The main phase of the Alpine orogeny is defined as the continent-continent collision between the already-deformed margins of Europe and Africa. It comprises thrusting of Austro-Alpine units, i.e. nappes from the deformed southern margin as well as metamorphism and thrusting of the Pennine nappes (Coward & Dietrich, 1989). Next, the Brianconnais domain was deformed, followed by the formation of the major external structures, such as the Helvetic nappes in Switzerland. The time of the collision coincided with the complete subduction of the Tethyan ocean floor. The detachment horizon, from which the main nappes were stripped from the European lithosphere, rises from deep in the crust and from amphibolite facies rocks in the south to unmetamorphosed Jura mountains in the north. This upward progression of the detachment gives the Alps their asymmetric structure that verges north toward Europe (Coward & Dietrich, 1989). This is only a very first-order approximation of the Alpine orogeny. The plate kinematics are very complex as well as the complex deformation of already-deformed rocks (Fig. 2).

Figure 2
Cross section through the Swiss Helvetic and Pennine Alps (section line shown on inset) after Escher et al., 1988. Left is NW and right is SE.
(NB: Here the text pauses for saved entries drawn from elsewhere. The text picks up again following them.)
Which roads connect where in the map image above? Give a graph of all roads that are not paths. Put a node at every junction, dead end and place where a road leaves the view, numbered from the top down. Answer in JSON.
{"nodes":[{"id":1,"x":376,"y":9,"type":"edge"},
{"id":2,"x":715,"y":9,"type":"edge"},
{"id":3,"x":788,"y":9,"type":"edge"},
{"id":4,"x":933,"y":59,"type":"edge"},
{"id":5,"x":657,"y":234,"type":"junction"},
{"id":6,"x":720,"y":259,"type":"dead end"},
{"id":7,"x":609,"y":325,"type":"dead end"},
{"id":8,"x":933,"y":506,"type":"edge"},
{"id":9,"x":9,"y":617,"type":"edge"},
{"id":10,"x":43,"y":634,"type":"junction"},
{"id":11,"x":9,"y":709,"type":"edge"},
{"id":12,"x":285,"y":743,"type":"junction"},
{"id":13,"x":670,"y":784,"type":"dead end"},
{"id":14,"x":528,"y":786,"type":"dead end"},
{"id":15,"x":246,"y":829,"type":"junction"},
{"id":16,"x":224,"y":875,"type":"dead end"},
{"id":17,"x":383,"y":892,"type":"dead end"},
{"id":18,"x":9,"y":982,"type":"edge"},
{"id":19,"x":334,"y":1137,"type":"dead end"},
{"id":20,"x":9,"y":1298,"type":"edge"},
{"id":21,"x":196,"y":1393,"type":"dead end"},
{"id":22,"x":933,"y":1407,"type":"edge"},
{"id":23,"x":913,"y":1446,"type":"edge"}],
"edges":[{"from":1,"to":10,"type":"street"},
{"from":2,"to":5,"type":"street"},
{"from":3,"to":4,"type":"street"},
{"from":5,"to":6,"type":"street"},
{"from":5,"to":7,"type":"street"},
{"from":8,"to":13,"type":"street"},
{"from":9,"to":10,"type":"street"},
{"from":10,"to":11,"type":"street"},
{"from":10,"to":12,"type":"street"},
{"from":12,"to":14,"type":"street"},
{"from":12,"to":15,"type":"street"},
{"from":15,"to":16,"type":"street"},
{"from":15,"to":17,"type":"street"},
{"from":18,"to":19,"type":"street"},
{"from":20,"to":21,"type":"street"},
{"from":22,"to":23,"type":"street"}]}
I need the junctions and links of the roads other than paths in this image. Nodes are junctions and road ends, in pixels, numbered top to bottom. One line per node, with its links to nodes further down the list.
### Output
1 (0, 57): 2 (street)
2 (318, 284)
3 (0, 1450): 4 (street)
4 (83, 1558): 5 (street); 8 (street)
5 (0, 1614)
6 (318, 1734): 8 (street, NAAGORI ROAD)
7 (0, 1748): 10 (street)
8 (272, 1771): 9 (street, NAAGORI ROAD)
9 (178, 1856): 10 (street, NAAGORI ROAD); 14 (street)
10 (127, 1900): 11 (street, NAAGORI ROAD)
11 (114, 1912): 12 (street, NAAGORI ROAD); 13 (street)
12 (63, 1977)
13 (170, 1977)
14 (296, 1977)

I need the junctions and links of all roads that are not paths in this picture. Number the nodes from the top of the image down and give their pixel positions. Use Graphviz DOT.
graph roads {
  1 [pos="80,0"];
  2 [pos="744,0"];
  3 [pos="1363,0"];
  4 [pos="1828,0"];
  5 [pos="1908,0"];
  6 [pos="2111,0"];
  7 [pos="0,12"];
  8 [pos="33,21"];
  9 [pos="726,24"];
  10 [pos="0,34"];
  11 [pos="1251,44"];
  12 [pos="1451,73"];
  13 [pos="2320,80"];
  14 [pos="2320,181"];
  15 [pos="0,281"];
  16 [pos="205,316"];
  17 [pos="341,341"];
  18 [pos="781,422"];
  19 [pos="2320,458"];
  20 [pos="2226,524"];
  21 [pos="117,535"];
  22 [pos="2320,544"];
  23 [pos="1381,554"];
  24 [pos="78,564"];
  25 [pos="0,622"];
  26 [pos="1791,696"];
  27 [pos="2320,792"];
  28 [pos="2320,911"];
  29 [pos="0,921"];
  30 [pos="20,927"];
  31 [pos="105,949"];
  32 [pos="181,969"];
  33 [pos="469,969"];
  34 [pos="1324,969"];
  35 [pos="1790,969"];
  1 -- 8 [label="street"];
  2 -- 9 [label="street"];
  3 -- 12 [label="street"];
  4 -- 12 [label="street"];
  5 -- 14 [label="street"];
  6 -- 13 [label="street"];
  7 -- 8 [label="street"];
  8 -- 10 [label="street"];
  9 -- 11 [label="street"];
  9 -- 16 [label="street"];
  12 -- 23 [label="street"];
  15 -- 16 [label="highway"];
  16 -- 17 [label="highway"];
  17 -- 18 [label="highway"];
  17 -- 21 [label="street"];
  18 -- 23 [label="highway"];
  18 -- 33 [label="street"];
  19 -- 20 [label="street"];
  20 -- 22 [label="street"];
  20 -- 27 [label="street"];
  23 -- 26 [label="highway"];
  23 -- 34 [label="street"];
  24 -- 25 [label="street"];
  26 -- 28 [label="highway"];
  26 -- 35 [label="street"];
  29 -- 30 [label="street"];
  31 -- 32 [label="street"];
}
from Coward & Dietrich, 1989

Figure 2a
The Cretaceous orogeny, according to Laubscher & Bernoulli (1982). The ophiolite nappes form a southvergent chain which is eventually thrust over the European plate during final closure of the Tethys.

from Coward & Dietrich, 1989


Swiss Molasse basin

The Swiss Molasse basin (Fig. 3) has long been recognized as the 'detritus washed down from the rising Alps' and deposited in a peripheral depression related to the Tertiary orogeny. Flexural bending of the down-going European plate under the thrust load advancing from the south is proposed as the principal foreland basin forming mechanism (Price, 1973; Dickinson, 1974; Turcotte & Schubert, 1982). This led to the characteristic downwarp flexure responsible for the wedge-shaped geometry of the basin in cross section and an upward flexure, the forebulge, located in the foreland. The present-day western Swiss Molasse basin is riding in a piggy-back fashion above a decollement horizon in Triassic evaporites (Deville et al., 1994). Thrust involvement has put an end to the subsidence history of the Molasse basin - no sediments younger than uppermost Serravallian have been found (Burkhard & Sommaruga, 1998). This indicates that the northwestern Alpine foredeep has been bypassed and cannibalized. Accordingly, the present-day Molasse basin is but a small remnant of a much larger foreland basin in a very advanced stage of its evolution (Burkhard & Sommaruga, 1998).

Figure 3
Location of the major Cenozoic basins: Rhine-Bresse Grabens, Molasse Basin and Po Plain with respect to the Alpine orogen. AR: Aiguilles Rouge massif; MB: Mont Blanc massif. The cross-hatched band in the foreland represents the assumed location of the present-day lithospheric forebulge.